Il y a des moments où connaître sa propre place et s’élever pour la défendre devient vital. Etre une traductrice aujourd’hui c’est être, dans la mesure du possible, un acteur du débat intellectuel et culturel. Notre place aujourd’hui, la mienne en tout cas, m’intime d’affirmer que nous devons être conscients de la richesse de nos valeurs démocratiques et prêts à les défendre. Le faire en tant que traductrice littéraire, c’est défendre ce qui fait de nous des êtres incontournables dans le dialogue et la paix.

Nous devons savoir ce que l’on fait et comment nous le faisons. Nous devons connaître la valeur de chaque mot que nous posons sur le papier. Même en traduisant une notice technique, on a une responsabilité.
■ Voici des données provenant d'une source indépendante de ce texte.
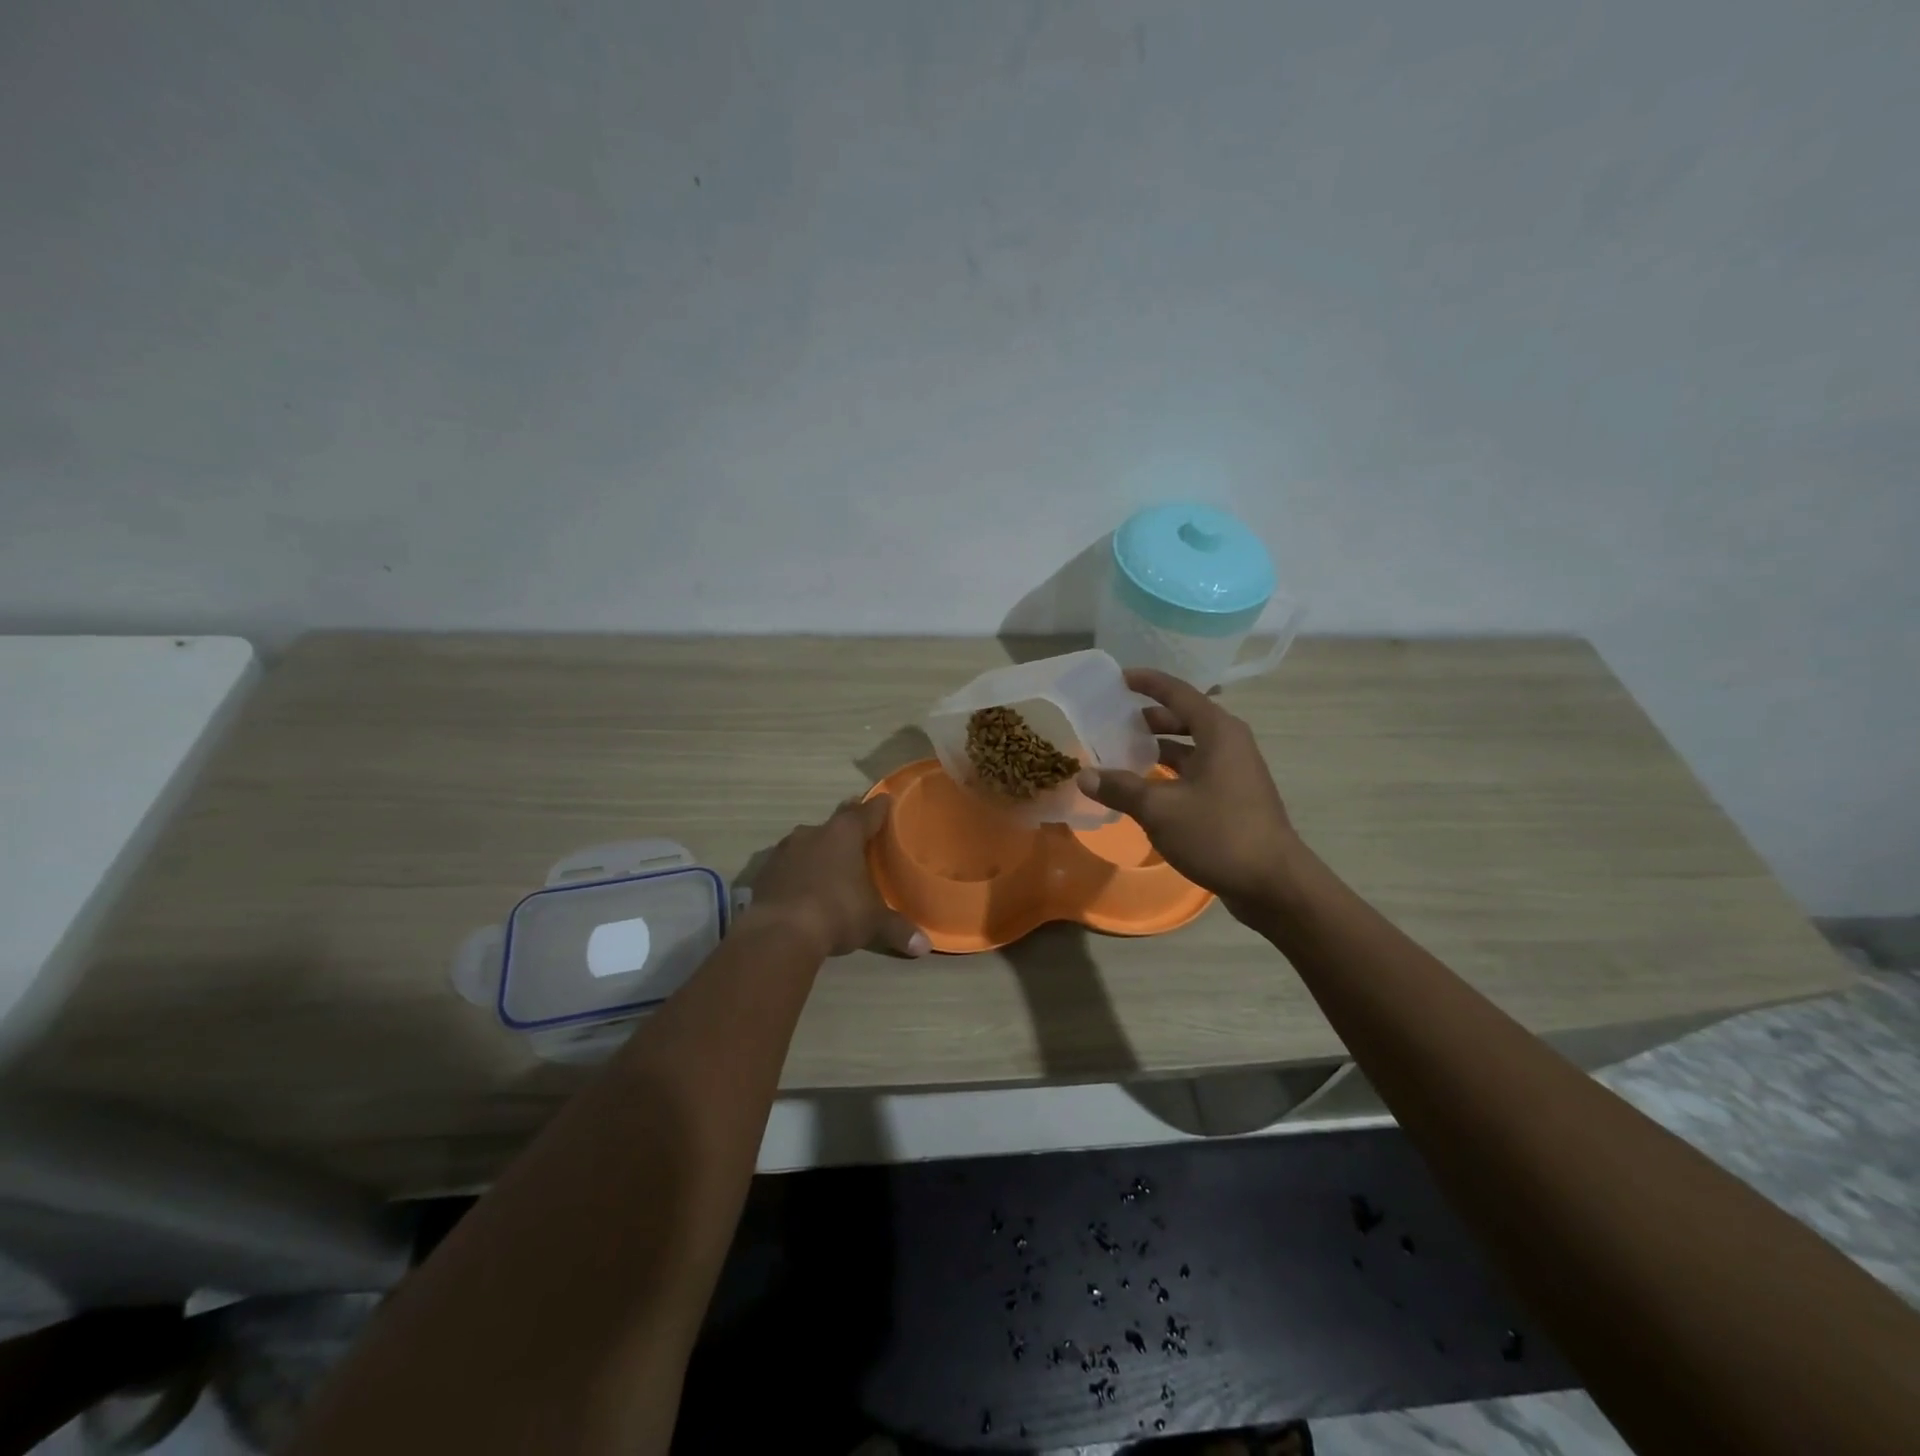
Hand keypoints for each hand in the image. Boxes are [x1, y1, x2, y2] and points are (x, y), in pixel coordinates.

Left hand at [746, 796, 929, 958]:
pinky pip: (787, 864)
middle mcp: (814, 832)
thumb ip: (898, 929)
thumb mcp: (872, 923)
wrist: (779, 933)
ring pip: (808, 841)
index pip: (869, 811)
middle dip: (849, 824)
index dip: (880, 808)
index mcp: (845, 833)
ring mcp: (785, 850)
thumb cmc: (836, 913)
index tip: (887, 802)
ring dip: (820, 849)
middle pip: (838, 821)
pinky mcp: (764, 871)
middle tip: (861, 830)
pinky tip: (802, 886)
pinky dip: (797, 870)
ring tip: (831, 863)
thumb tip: (924, 946)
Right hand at [1076, 668, 1299, 923]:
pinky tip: (1145, 789)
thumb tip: (1084, 775)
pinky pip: (1195, 772)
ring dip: (1159, 748)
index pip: (1179, 692)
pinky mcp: (1234, 798)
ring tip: (1122, 754)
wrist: (1273, 883)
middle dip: (1149, 718)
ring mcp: (1234, 772)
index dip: (1148, 683)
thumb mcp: (1160, 809)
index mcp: (1218, 732)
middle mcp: (1230, 744)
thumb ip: (1121, 788)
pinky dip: (1170, 773)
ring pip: (1190, 748)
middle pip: (1185, 718)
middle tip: (1114, 721)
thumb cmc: (1219, 833)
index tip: (1118, 678)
Même en traduisant un texte de sciences humaines, on a une responsabilité (et ô combien!). Même en traduisant « un simple article de presse« , on a une responsabilité (encore plus aujourd’hui!). Il est donc inconcevable, me semble-t-il, d’être traducteur et de ne pas vouloir poser devant soi ce qu’est l’acte de traduction, ne pas prendre le temps de penser à ce que l’on écrit et comment on l’écrit.

Je tenais à écrire ces mots qui s’adressent à tous ceux pour qui le beau don de cette profession deviendrait quelque chose d’automatique et de banal.

*

Aujourd’hui, je tiens à présenter un extrait de ce texte formidable de Nicoleta Esinencu, traduit par mes soins en 2009 pour le très beau recueil Odessa transfer – Chroniques de la mer Noire, chez Noir sur Blanc. C’est une sorte de slam pour un one woman show. Poignant et juste. 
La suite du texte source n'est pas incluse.